» **Problem statement**
Say how many lines below have "lane" in them, giving the number alone.

» **Data**
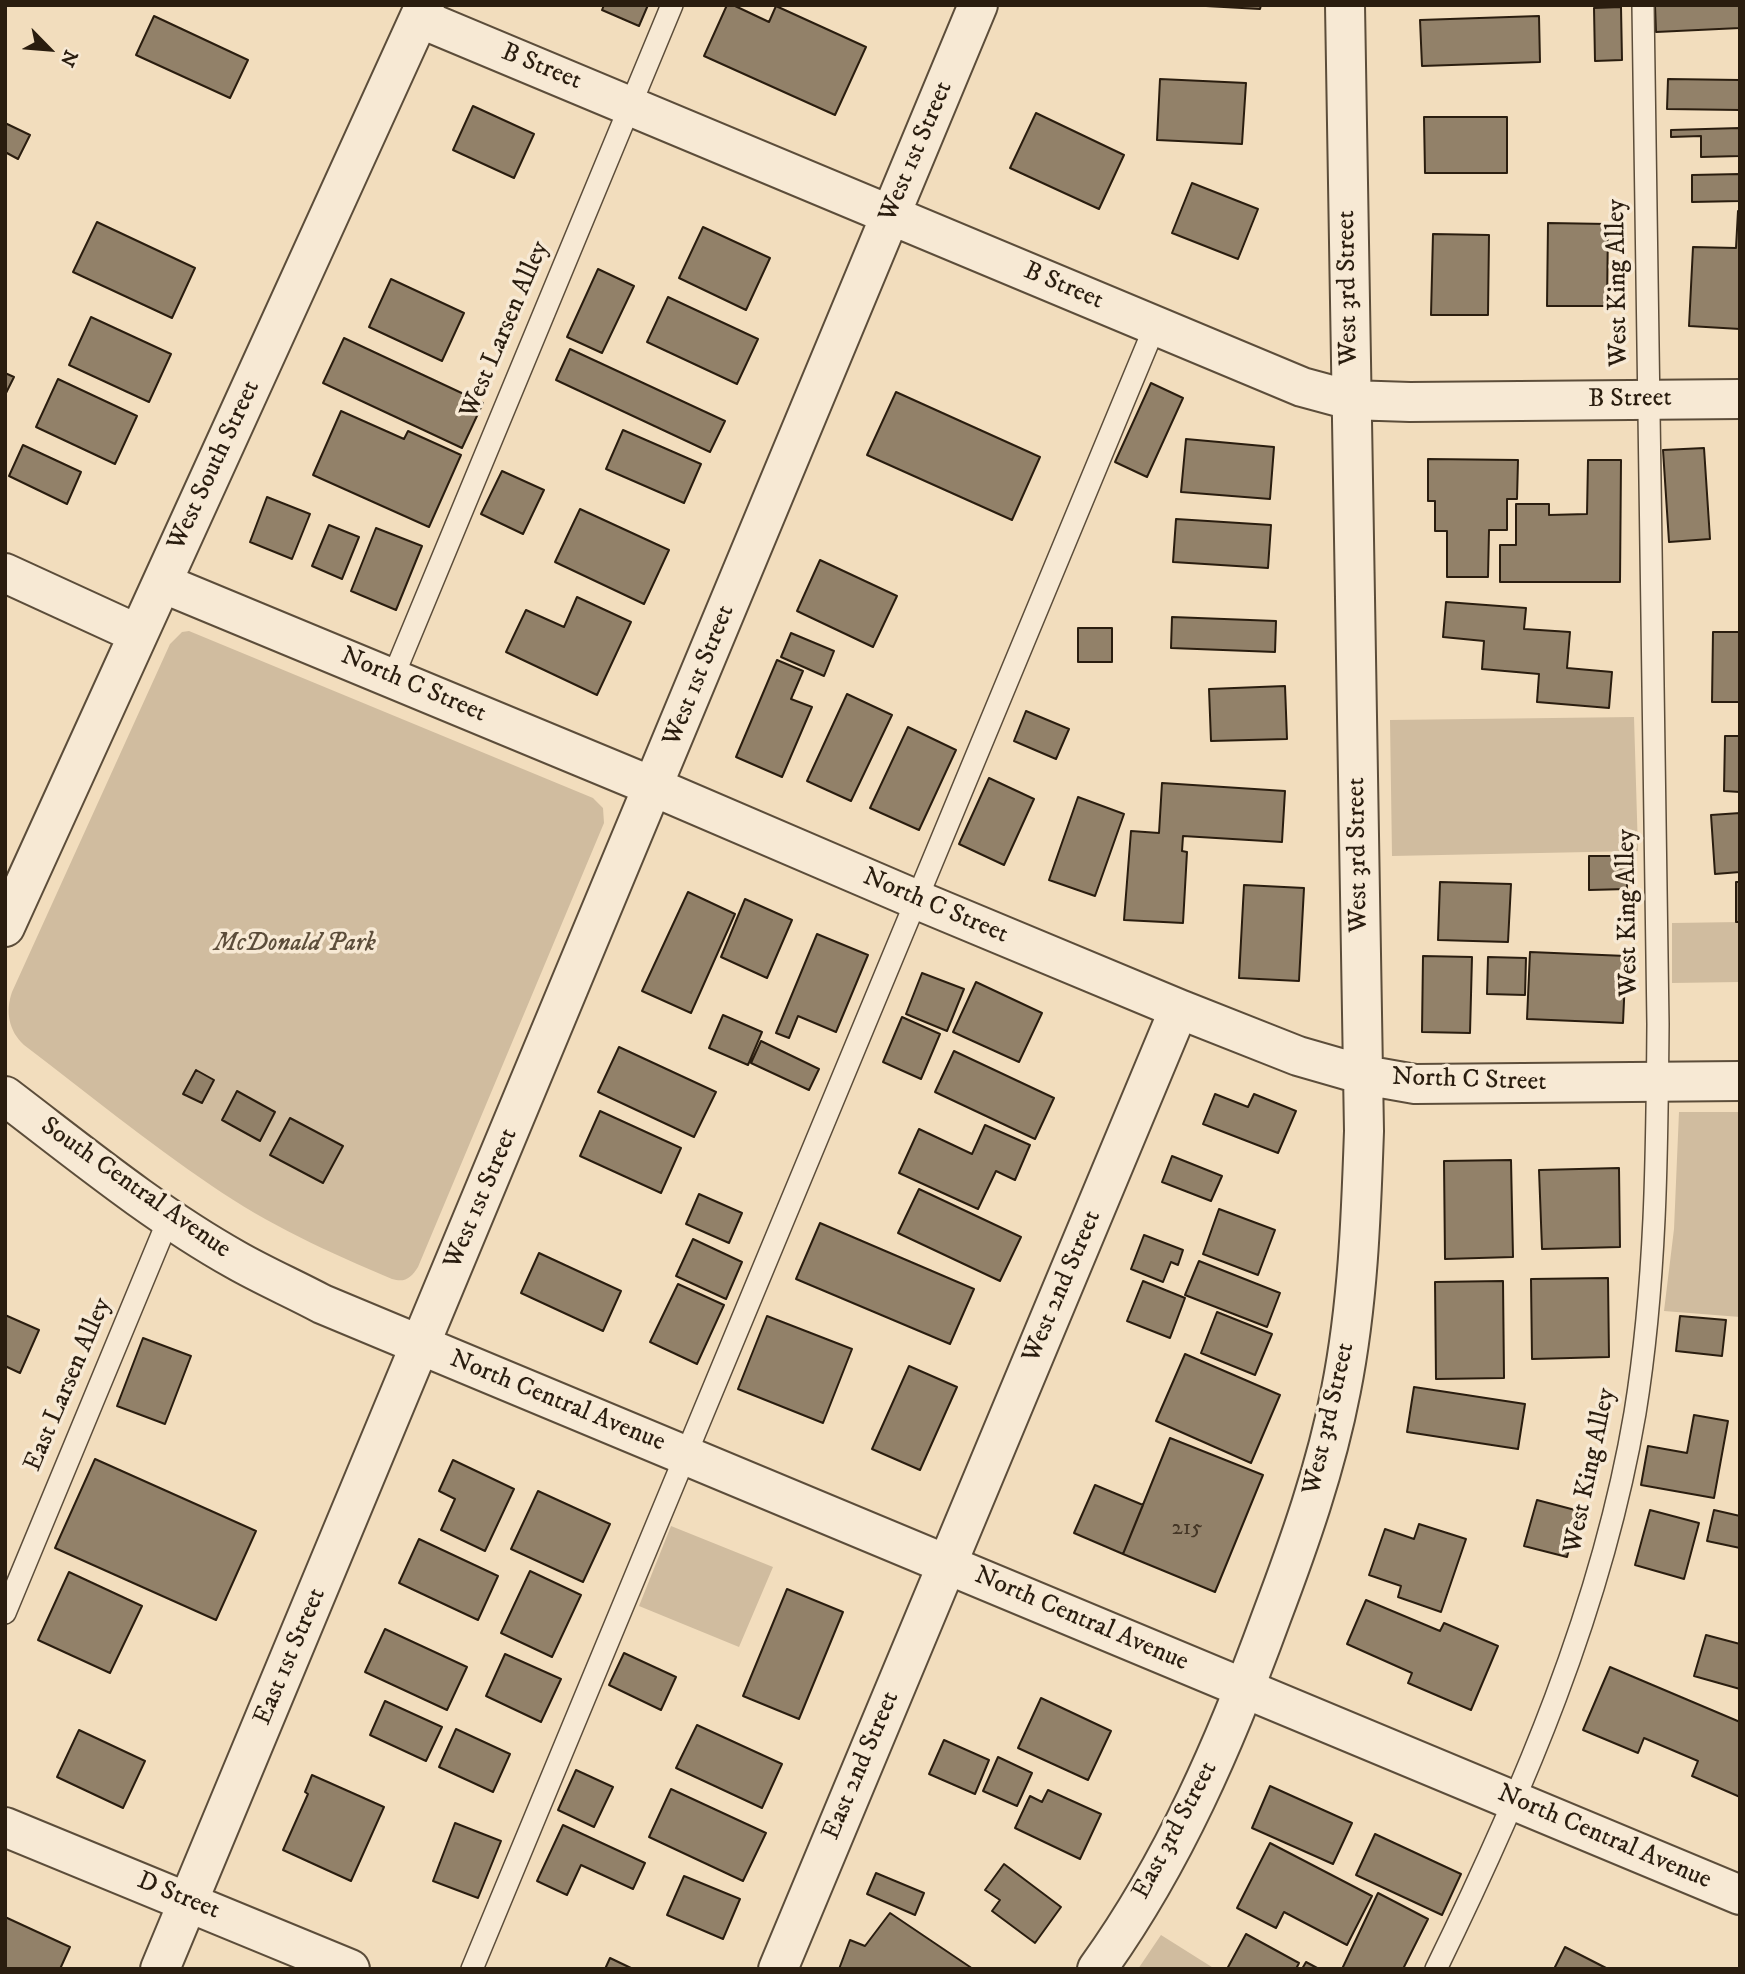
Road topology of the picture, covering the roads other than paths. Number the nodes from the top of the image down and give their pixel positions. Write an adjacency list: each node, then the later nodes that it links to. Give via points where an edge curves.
1 (672, 5): 6 (lane, West Larsen Alley)
2 (978, 5): 7 (street, West 1st Street)
3 (1345, 5): 10 (street, West 3rd Street)
4 (1643, 5): 11 (lane, West King Alley)
5 (422, 12): 6 (street, B Street); 13 (street, West South Street)
6 (630, 105): 7 (street, B Street); 15 (lane, West Larsen Alley)
7 (891, 214): 8 (street, B Street); 16 (street, West 1st Street)
8 (1155, 326): 10 (street, B Street, via 1302,387); 17 (lane)
9 (1740, 399): 11 (street, B Street)
10 (1350, 400): 11 (street, B Street); 20 (street, West 3rd Street)
11 (1649, 400): 22 (lane, West King Alley)
12 (5, 573): 14 (street)
13 (162, 583): 14 (street, West South Street); 15 (street, North C Street)
14 (138, 634): 18 (street, West South Street)
15 (393, 677): 16 (street, North C Street)
16 (654, 786): 17 (street, North C Street); 25 (street, West 1st Street)
17 (915, 899): 19 (street, North C Street); 26 (lane)
18 (5, 927)
19 (1180, 1009): 20 (street, North C Street, via 1298,1056); 27 (street, West 2nd Street)
20 (1364, 1075): 22 (street, North C Street, via 1415,1084); 29 (street, West 3rd Street, via 1361,1240 1341,1390 1306,1523)
21 (1740, 1081): 22 (street, North C Street)
22 (1658, 1082): 30 (lane, West King Alley, via 1653,1264 1634,1414 1613,1516 1584,1616)
23 (5, 1096): 24 (street, South Central Avenue)
24 (169, 1218): 25 (street, South Central Avenue, via 236,1260 322,1304); 28 (lane, East Larsen Alley)
25 (421, 1346): 26 (street, North Central Avenue); 33 (street, East 1st Street)
26 (684, 1454): 27 (street, North Central Avenue); 36 (lane)
27 (946, 1564): 29 (street, North Central Avenue); 37 (street, East 2nd Street)
28 (5, 1613)
29 (1245, 1688): 30 (street, North Central Avenue); 38 (street, East 3rd Street, via 1168,1855)
30 (1513, 1800): 32 (street, North Central Avenue); 39 (lane, West King Alley)
31 (5, 1827): 33 (street, D Street)
32 (1740, 1895)
33 (188, 1901): 34 (street, East 1st Street); 35 (street, D Street)
34 (160, 1969)
35 (350, 1969)
36 (471, 1969)
37 (778, 1969)
38 (1097, 1969)
39 (1436, 1969)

» **Solution**
10